高架橋である橋梁1は、橋脚(図示せず)間に架設されたH型鋼からなる複数の橋桁2と、これら複数の橋桁2上に敷設されて橋梁1の路面を構成するコンクリート床版3と、を備える。コンクリート床版3の外側縁部には、コンクリート製の壁高欄1aが一体に設けられているが、これに限られるものではなく、防護柵が立てられる地覆が一体に設けられてもよい。
なお、本実施形態における橋梁1は高架橋であるとしたが、これに限られるものではなく、本発明の趣旨を逸脱しない範囲でその他の種類の橋を採用してもよい。
【0017】
複数の橋桁2には、
図2等に示すように、これら複数の橋桁2同士の連結強度を向上させたり、橋梁1自体の強度を向上させたりするための補強材が設けられている。このような補強材としては、例えば複数の橋桁2間に水平に架け渡された補強梁4a、鉛直方向に配置された鉛直ブレース4b、水平方向に配置された水平ブレース等が挙げられる。これらの補強材は、橋桁2を構成するフランジ部やスチフナ2b等に接合されたガセットプレートに設けられている。なお、スチフナ2bは、橋桁2を構成するウェブの両側にセットで、かつ橋桁2の長さ方向に間隔を空けて複数設けられている。したがって、上記の補強材は、橋桁2の長さ方向に複数設けることが可能となっている。
なお、補強梁4aや鉛直ブレース4bは、複数の橋桁2の延在方向に間隔を空けて複数設けられている。そのため、橋梁1は、これら補強梁4a及び鉛直ブレース4bによって延在方向に沿って区切られた状態となっている。
【0018】
コンクリート床版3は、橋桁2の上面に載る部分として下方に膨出する断面視略逆台形状のハンチ部3aを有し、橋梁1の建造時に、このハンチ部3aが、橋桁2の上面に突出して設けられた複数のジベル2a(例えば頭付きスタッドジベル)を含んだ状態となるようにコンクリート打設されて形成されている。そのため、コンクリート床版3は、複数のジベル2aを介して橋桁2と接合した状態となっている。このように橋桁2とコンクリート床版3とが接合し合う面を接合境界面Jと称する。
【0019】
ハンチ部3aは、逆台形状に形成されているため、橋桁2の両側縁に沿う一方及び他方の斜め下向きの傾斜面を有することとなる。
また、ハンチ部3aは、
図2等に示すように、橋梁1の延在方向と直交する方向の断面視において、コンクリート床版3の下面に複数設けられている。

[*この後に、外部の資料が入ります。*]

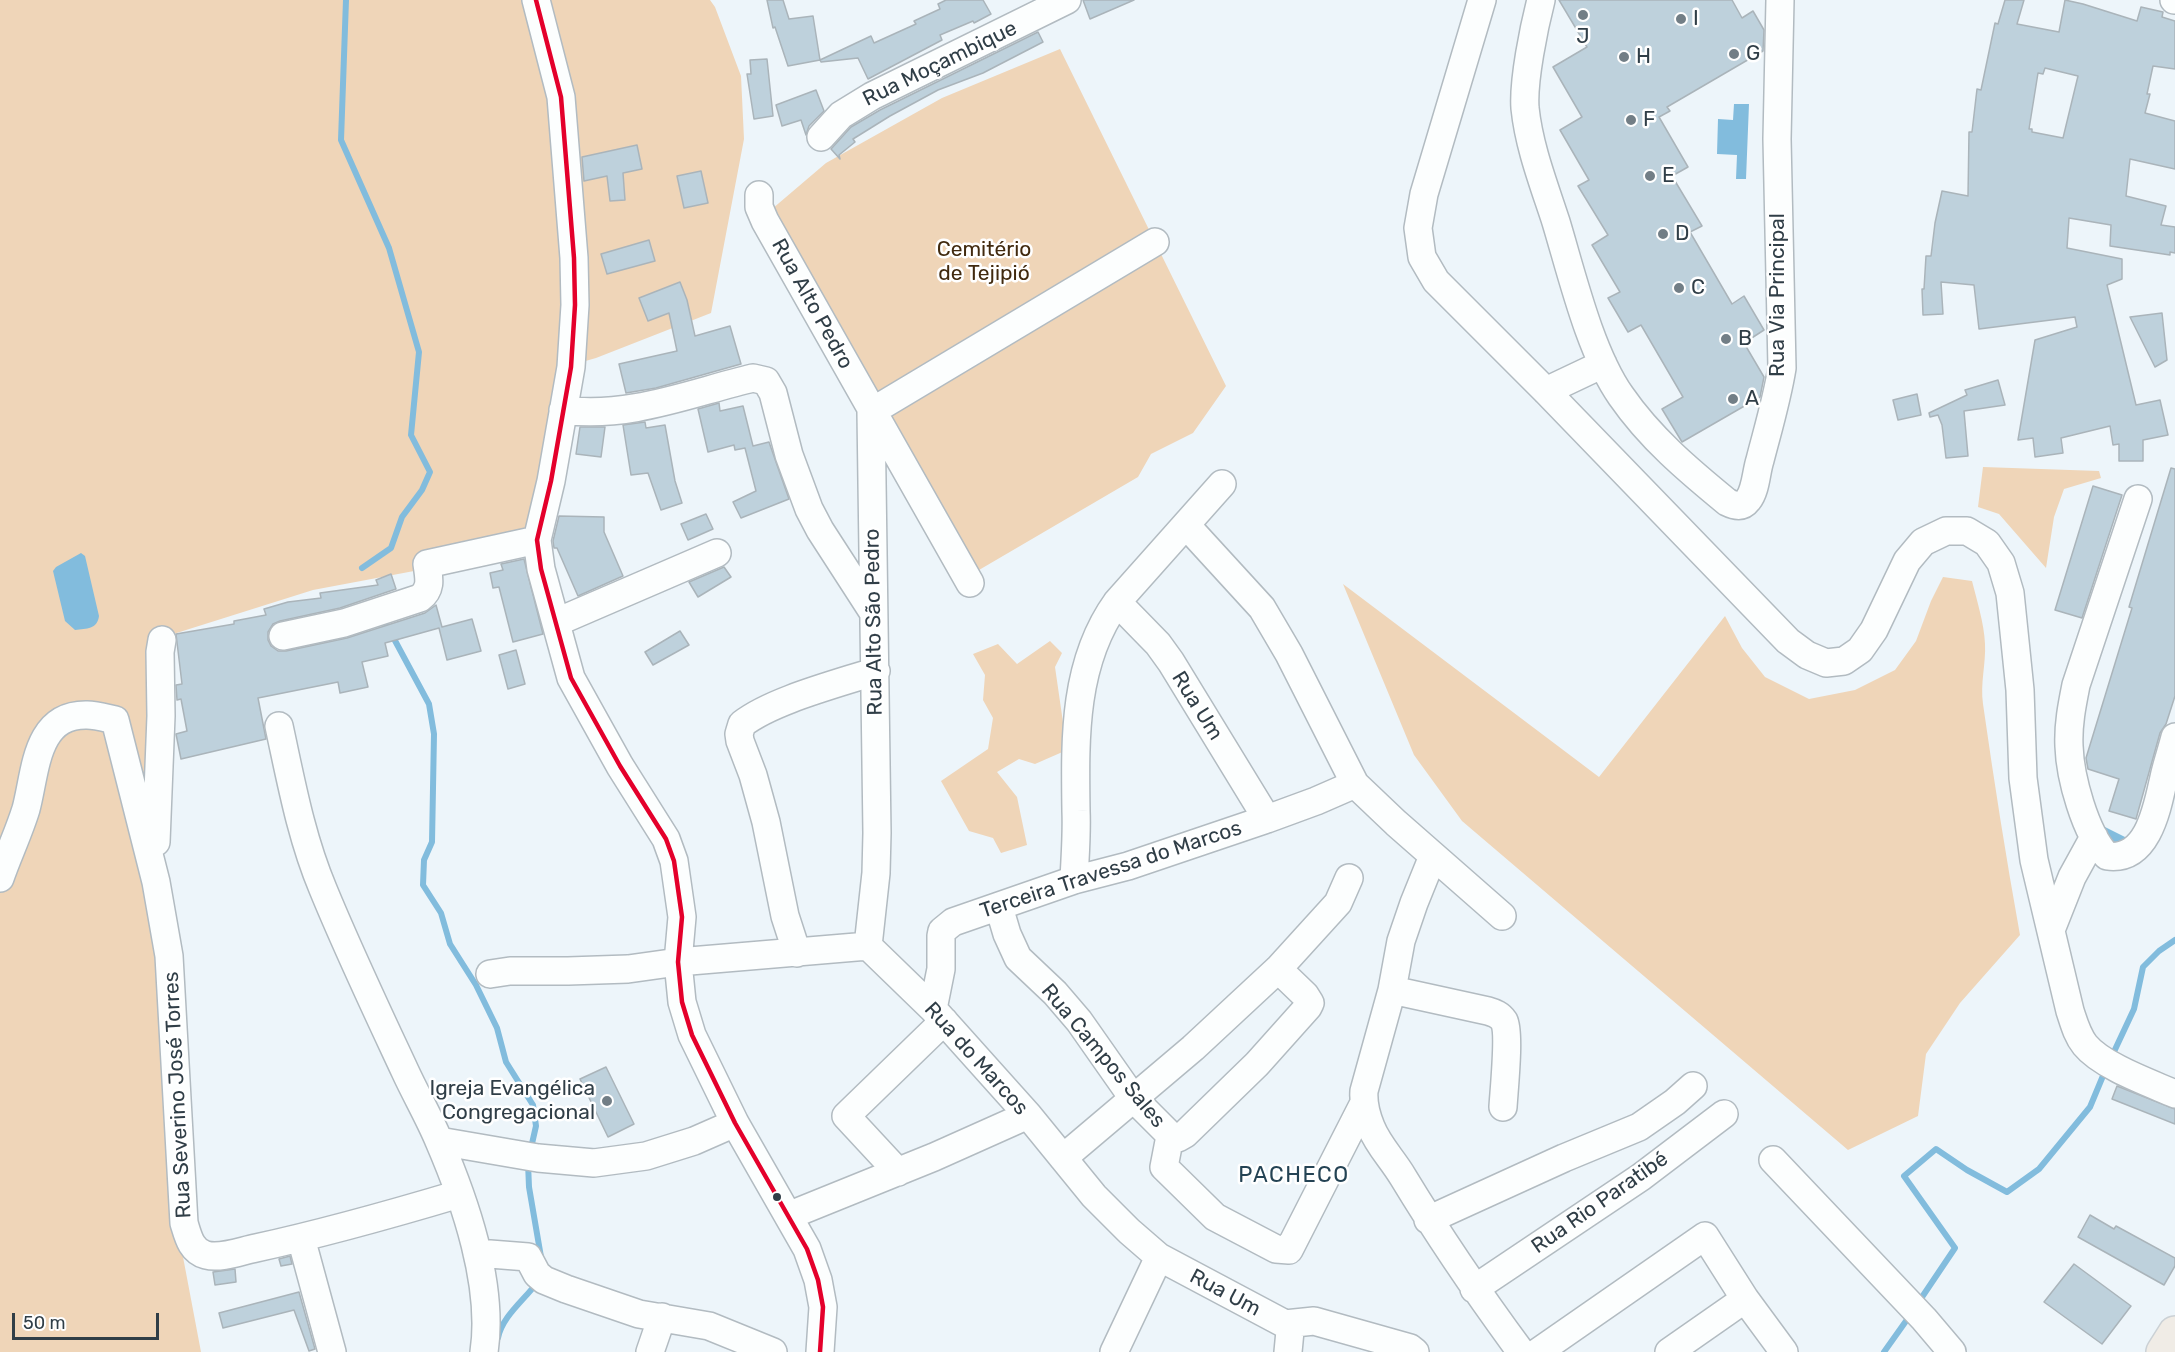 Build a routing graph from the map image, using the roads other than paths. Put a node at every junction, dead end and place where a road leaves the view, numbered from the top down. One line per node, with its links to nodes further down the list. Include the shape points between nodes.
1 (536, 0): 11 (street, via 561,97 574,258 571,367)
2 (1067, 0): 6 (street, Rua Moçambique, via 872,96 841,115)
3 (1482, 0): 10 (street, via 1424,194 1418,228 1422,257 1436,281)
4 (1541, 0): 9 (street, Rua Via Principal, via 1525,106 1532,146 1585,315)
5 (1780, 0): 9 (street, Rua Via Principal, via 1782,368 1776,403 1747,502 1735,506 1727,502 1683,466)
6 (820, 137)
7 (759, 195): 12 (street, Rua Alto Pedro, via 765,221)
8 (1155, 242): 12 (street)
9 (1594, 369): 10 (street)
10 (1546, 391): 37 (street, via 1788,641 1826,663 1844,661 1860,650 1874,630 1907,561 1923,542 1946,531 1967,531 1987,543 2001,563 2010,593 2020,690 2023,778 2034,860)
11 (563, 410): 16 (street); 20 (street, via 607,413 636,409 753,378 766,381 809,509)
12 (871, 412): 18 (street); 20 (street, Rua Alto São Pedro)
13 (1222, 484): 15 (street)
14 (2138, 499): 29 (street, via 2113,604 2076,685 2071,714 2069,746 2075,783)
15 (1186, 525): 19 (street); 27 (street, via 1262,608)
16 (537, 540): 21 (street); 22 (street, via 427,564 429,586 420,598 362,618)
17 (717, 553): 21 (street)
18 (970, 583)
19 (1117, 602): 28 (street, Rua Um, via 1171,662); 33 (street, via 1085,667 1078,708)
20 (873, 612): 24 (street, Rua Alto São Pedro)
21 (557, 622): 40 (street, via 571,678 669,846 682,917)
22 (283, 636)
23 (162, 640): 34 (street)
24 (876, 670): 38 (street, Rua Alto São Pedro, via 876,873); 39 (street, via 761,712 742,724 739,734 756,784)
25 (279, 726): 54 (street, via 309,854)
26 (2175, 737): 29 (street, via 2156,813 2139,844 2127,853 2106,856)
27 (1355, 784): 28 (street, Terceira Travessa do Marcos); 30 (street)
28 (1267, 819): 33 (street, Terceira Travessa do Marcos)
29 (2094, 837): 37 (street)
30 (1433, 856): 36 (street); 43 (street, via 1401,941)
31 (0, 878): 34 (street, via 25,810 46,733 66,718 88,715 115,720)
32 (1349, 878): 41 (street, via 1338,903)
33 (1074, 880): 35 (street, Terceira Travessa do Marcos)
34 (156, 882): 61 (street, Rua Severino José Torres, via 169,956 188,1238 195,1249 207,1255)
35 (999, 907): 44 (street, Terceira Travessa do Marcos, via 953,922 942,932); 47 (street, Rua Campos Sales, via 1018,958 1079,1021)
36 (1502, 916)
37 (2050, 930): 46 (street, via 2078,1033 2085,1045 2129,1074)
38 (868, 946): 39 (street); 44 (street, Rua do Marcos)
39 (797, 953): 40 (street)
40 (678, 962): 42 (street, via 628,969); 52 (street, via 682,1002 692,1035)
41 (1278, 969): 47 (street); 53 (street, via 1305,995 1308,1007 1257,1064 1185,1134)
42 (490, 974)
43 (1392, 990): 48 (street); 49 (street, via 1497,1014 1503,1019)
44 (938, 1015): 51 (street, Rua do Marcos); 57 (street, via 846,1116)
45 (1693, 1086): 60 (street, via 1639,1127)
46 (2175, 1094)
47 (1133, 1098): 53 (street, Rua Campos Sales); 55 (street)
48 (1363, 1105): 53 (street, via 1289,1250 1276,1249 1215,1217 1164,1167); 60 (street, via 1371,1128)
49 (1503, 1107)
50 (1724, 1114): 64 (street, Rua Rio Paratibé, via 1641,1177)
51 (1028, 1115): 55 (street, Rua do Marcos); 57 (street)
52 (735, 1124): 54 (street, via 646,1156 594,1163); 59 (street)
53 (1174, 1137)
54 (439, 1141): 58 (street)
55 (1063, 1158): 63 (street, Rua do Marcos, via 1094,1196)
56 (1773, 1160): 80 (street)
57 (898, 1172): 59 (street)
58 (459, 1194): 61 (street, Rua Severino José Torres); 62 (street)
59 (788, 1216): 73 (street, via 807,1249 818,1280 823,1307)
60 (1428, 1220): 64 (street)
61 (302, 1238): 69 (street)
62 (477, 1253): 66 (street, via 528,1257 544,1280 639,1314); 70 (street, via 484,1290)
63 (1159, 1257): 68 (street, Rua Um); 74 (street)
64 (1474, 1288): 76 (street)
65 (1744, 1299): 77 (street, via 1705,1236); 78 (street); 79 (street)
66 (662, 1317): 71 (street); 72 (street, via 709,1326)
67 (2175, 1333): 81 (main road)
68 (1288, 1336): 75 (street, via 1314,1321)
69 (332, 1352)
70 (484, 1352)
71 (650, 1352)
72 (773, 1352)
73 (820, 1352)
74 (1114, 1352)
75 (1415, 1352)
76 (1521, 1352)
77 (1538, 1352)
78 (1669, 1352)
79 (1784, 1352)
80 (1952, 1352)
81 (2163, 1352)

これら複数のハンチ部3aのうちコンクリート床版3の外側縁部側のハンチ部3aは、コンクリート床版3の中央部側に位置する第一傾斜面3a1と、コンクリート床版3の外側縁部側に位置する第二傾斜面3a2と、を有する。そして、第二傾斜面3a2は、コンクリート床版3の外側縁部までの距離が長い分、第一傾斜面3a1よりも角度が緩く設定されている。第二傾斜面3a2における外側縁部側の端部は、壁高欄1aの外側面と交差する。

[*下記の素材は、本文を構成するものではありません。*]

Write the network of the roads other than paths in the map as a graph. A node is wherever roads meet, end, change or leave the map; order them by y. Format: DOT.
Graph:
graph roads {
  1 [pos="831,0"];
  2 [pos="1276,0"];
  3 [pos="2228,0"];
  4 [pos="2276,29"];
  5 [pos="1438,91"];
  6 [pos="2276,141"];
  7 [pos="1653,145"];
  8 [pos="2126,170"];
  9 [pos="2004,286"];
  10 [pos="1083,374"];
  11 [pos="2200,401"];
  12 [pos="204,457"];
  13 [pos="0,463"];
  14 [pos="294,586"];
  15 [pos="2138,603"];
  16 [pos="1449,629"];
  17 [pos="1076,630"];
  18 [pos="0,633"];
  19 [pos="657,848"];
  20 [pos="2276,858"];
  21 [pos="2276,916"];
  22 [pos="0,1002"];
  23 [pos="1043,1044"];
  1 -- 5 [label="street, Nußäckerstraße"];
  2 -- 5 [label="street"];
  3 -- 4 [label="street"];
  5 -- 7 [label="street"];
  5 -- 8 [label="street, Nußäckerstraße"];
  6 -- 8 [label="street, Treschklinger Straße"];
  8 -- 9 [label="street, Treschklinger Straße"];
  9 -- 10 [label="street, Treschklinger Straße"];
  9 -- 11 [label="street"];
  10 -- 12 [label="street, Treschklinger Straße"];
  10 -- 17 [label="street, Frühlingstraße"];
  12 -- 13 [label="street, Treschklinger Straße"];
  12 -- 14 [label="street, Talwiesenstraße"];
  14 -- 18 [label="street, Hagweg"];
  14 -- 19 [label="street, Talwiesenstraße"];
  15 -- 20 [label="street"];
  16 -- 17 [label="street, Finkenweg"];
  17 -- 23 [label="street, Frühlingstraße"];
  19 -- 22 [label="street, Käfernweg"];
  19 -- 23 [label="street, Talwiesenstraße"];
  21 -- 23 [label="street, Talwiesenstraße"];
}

なお、複数のハンチ部3aのうちコンクリート床版3の中央部側のハンチ部3aは、橋桁2の両側縁に沿う一方及び他方の傾斜面の角度が、上記の第一傾斜面3a1と等しく設定されている。以下、中央部側のハンチ部3aにおける一方及び他方の傾斜面も、第一傾斜面3a1と称呼するものとする。
換言すれば、橋梁1は、
図2に示すように、複数の橋桁2を備えており、これら複数の橋桁2のうち橋梁1の両側縁側に位置する2本の橋桁2の上に載せられるコンクリート床版3のハンチ部3aは、上記の第一傾斜面3a1及び第二傾斜面3a2を有する。一方、複数の橋桁2のうち橋梁1の中央側に位置する橋桁2の上に載せられるコンクリート床版3のハンチ部3aは、一方及び他方の傾斜面の角度が、上記の第一傾斜面3a1と等しく設定されている。
【0020】
コンクリート床版3は、上記のように橋梁1における路面を構成しており、通常時には多くの車両が通行する。そのため、年月の経過によって老朽化したり、設計荷重よりも大きな交通荷重がかかることによって損傷したりするのに応じて橋梁改修工事が適時行われる。

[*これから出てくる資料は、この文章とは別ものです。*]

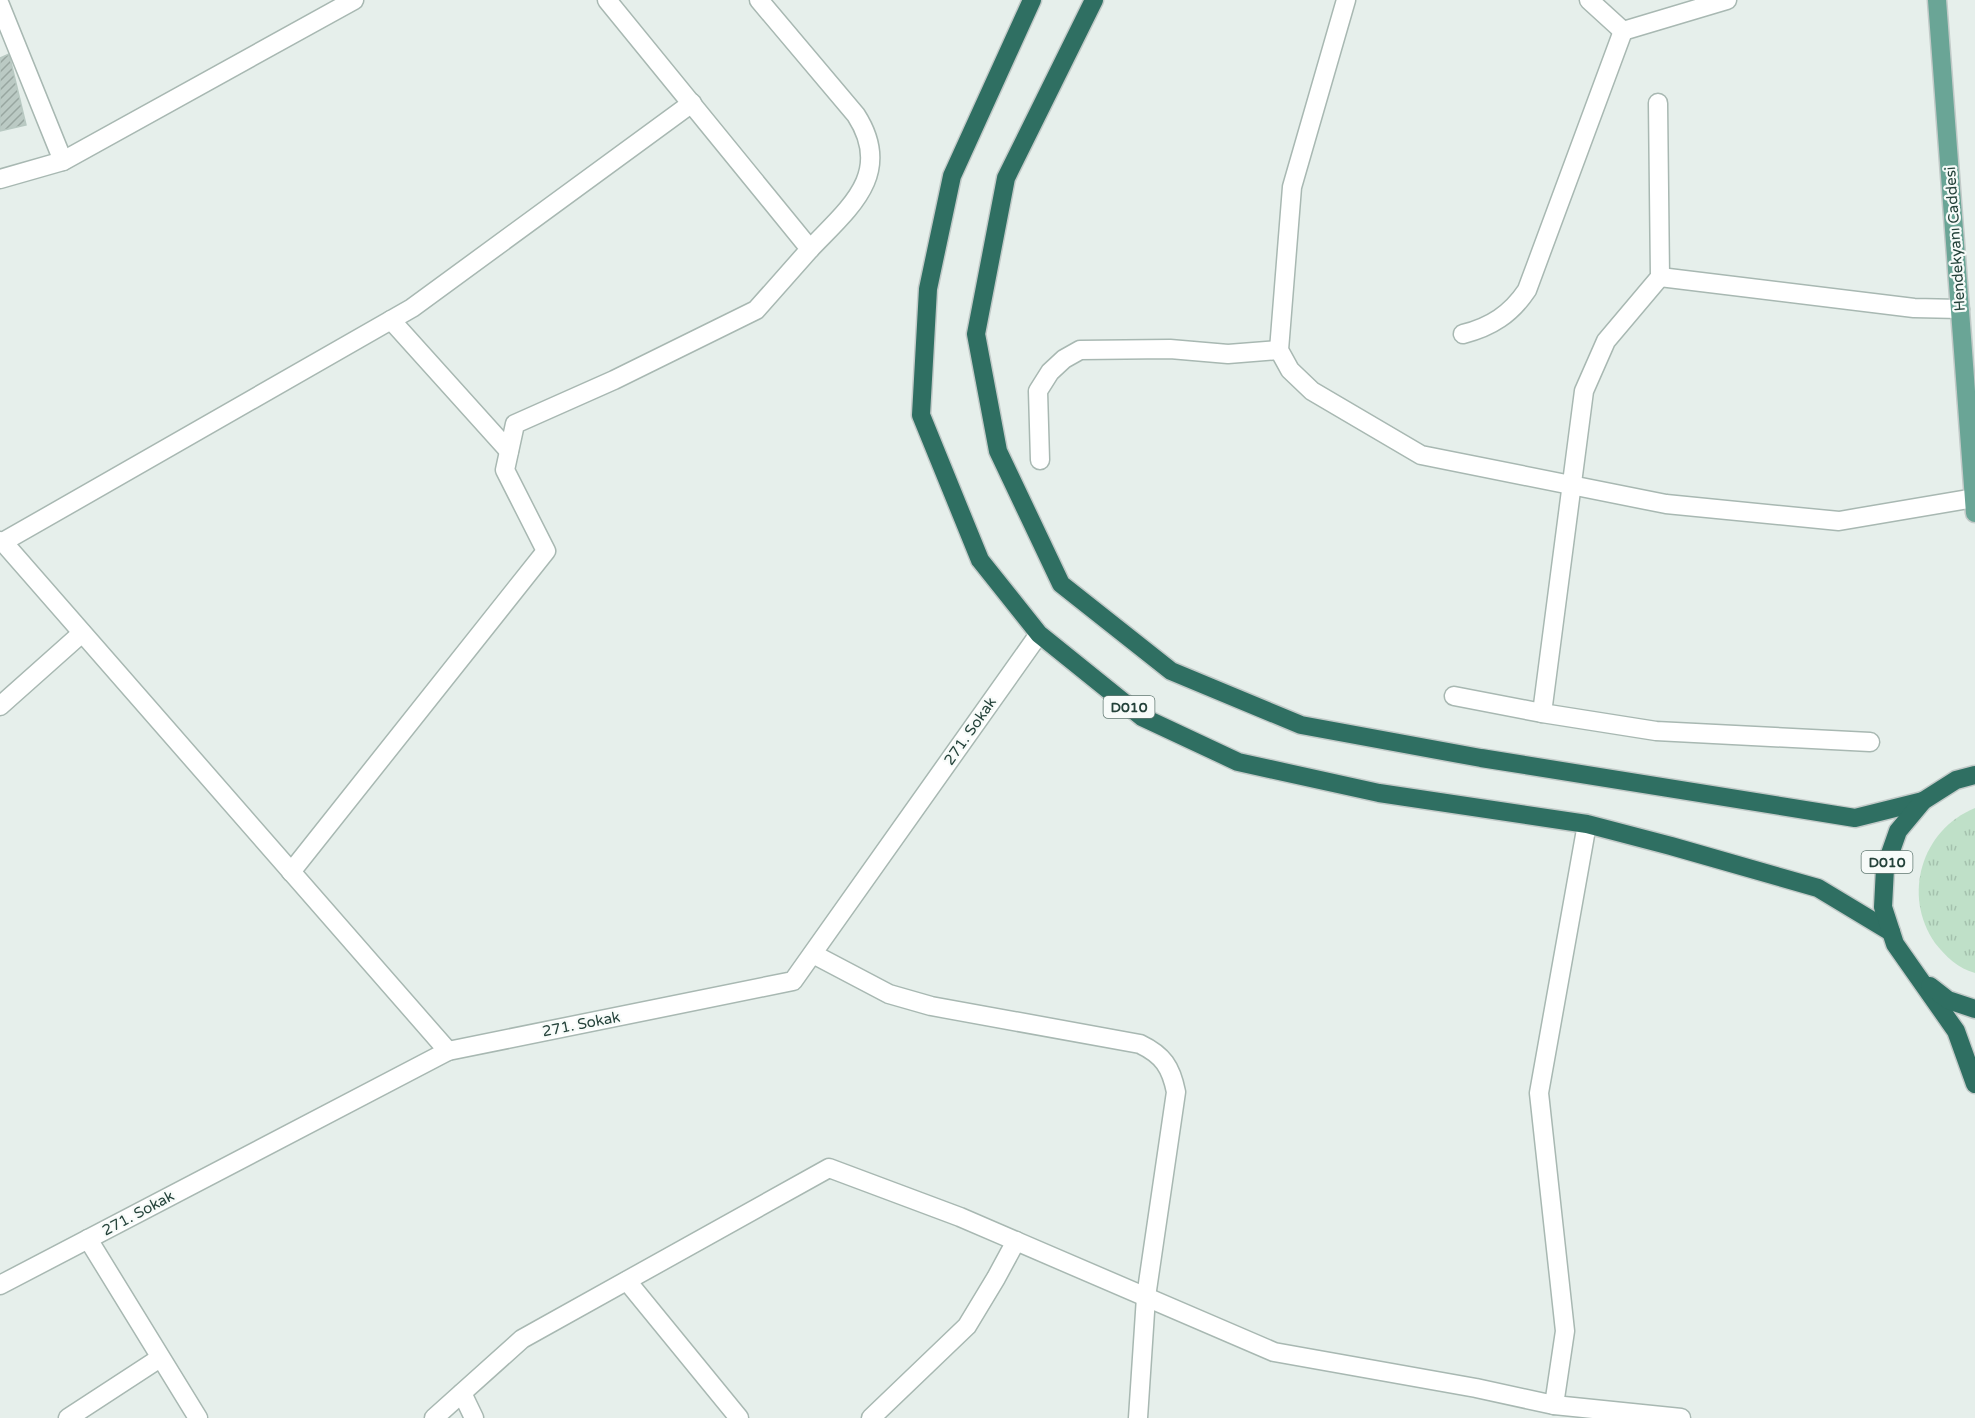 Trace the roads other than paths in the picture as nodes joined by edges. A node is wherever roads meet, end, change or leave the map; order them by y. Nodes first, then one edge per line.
1 (354, 0) edge
2 (607, 0) edge
3 (759, 0) edge
4 (1032, 0) edge
5 (1094, 0) edge
6 (1346, 0) edge
7 (1589, 0) edge
8 (1726, 0) edge
9 (1937, 0) edge
10 (0, 5) edge
11 (1623, 32) junction
12 (692, 103) junction
13 (1658, 103) dead end
14 (63, 161) junction
15 (0, 179) edge
16 (810, 249) junction
17 (1660, 276) junction
18 (1960, 309) junction
19 (391, 321) junction
20 (1463, 334) dead end
21 (1279, 350) junction
22 (509, 451) junction
23 (1040, 460) dead end
24 (1571, 485) junction
25 (1974, 506) edge
26 (1, 541) edge
27 (82, 633) junction
28 (1039, 634) junction
29 (1454, 696) dead end
30 (0, 706) edge
31 (1542, 713) junction
32 (1870, 742) dead end
33 (1975, 775) edge
34 (1923, 801) junction
35 (1587, 824) junction
36 (291, 872) junction
37 (1891, 932) junction
38 (813, 954) junction
39 (1917, 976) junction
40 (1975, 1009) edge
41 (448, 1051) junction
42 (1975, 1084) edge
43 (88, 1239) junction
44 (1016, 1241) junction
45 (627, 1281) junction
46 (0, 1285) edge
47 (1146, 1297) junction
48 (160, 1358) junction
49 (462, 1393) junction
50 (1554, 1405) junction
51 (68, 1418) edge
52 (198, 1418) edge
53 (434, 1418) edge
54 (474, 1418) edge
55 (739, 1418) edge
56 (871, 1418) edge
57 (1138, 1418) edge
58 (1681, 1418) edge

1 - 14 street
2 - 12 street
3 - 16 street
4 - 28 highway, D010
5 - 34 highway, D010
6 - 21 street
7 - 11 street
8 - 11 street
9 - 18 main road, Hendekyanı Caddesi
10 - 14 street
11 - 20 street
12 - 16 street
12 - 19 street
13 - 17 street
14 - 15 street
16 - 22 street
17 - 18 street
17 - 24 street
18 - 25 main road, Hendekyanı Caddesi
19 - 22 street
19 - 26 street
21 - 23 street
21 - 24 street
22 - 36 street
24 - 25 street
24 - 31 street
26 - 27 street
27 - 30 street
27 - 36 street
28 - 35 highway, D010
28 - 38 street, 271. Sokak
29 - 31 street
31 - 32 street
33 - 34 highway, D010
34 - 37 highway, D010
35 - 37 highway, D010
35 - 50 street
36 - 41 street
37 - 39 highway, D010
38 - 41 street, 271. Sokak
38 - 47 street
39 - 40 highway, D010
39 - 42 highway
41 - 43 street, 271. Sokak
43 - 46 street, 271. Sokak
43 - 48 street
44 - 45 street
44 - 47 street
44 - 56 street
45 - 49 street
45 - 55 street
47 - 50 street
47 - 57 street
48 - 51 street
48 - 52 street
49 - 53 street
49 - 54 street
50 - 58 street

橋梁改修工事は、橋梁1の延在方向に沿って長い区間で行われる場合が多いため、改修工事予定区間のコンクリート床版3は、橋梁1の長さ方向において複数のエリア(解体予定箇所)に分割されて解体・撤去作業が行われる。
本実施形態においては、橋梁1をなるべく通行止めしないようにして橋梁改修工事が行われるものとする。すなわち、
図2に示すように、二車線道路であれば片側ずつ改修工事が行われる。
【0021】
コンクリート床版3は、床版切断装置(例えば
図7,
図8,
図12,
図13参照)における無端状の無水式ワイヤーソーWs(以下、ワイヤーソーWs)を走行駆動させることによって上記のジベル2aごと接合境界面Jが切断されることで橋桁2と切り離される。そして、コンクリート床版3は、輸送車両に積み込むことができる程度の大きさとなるように複数に、かつ順次解体される。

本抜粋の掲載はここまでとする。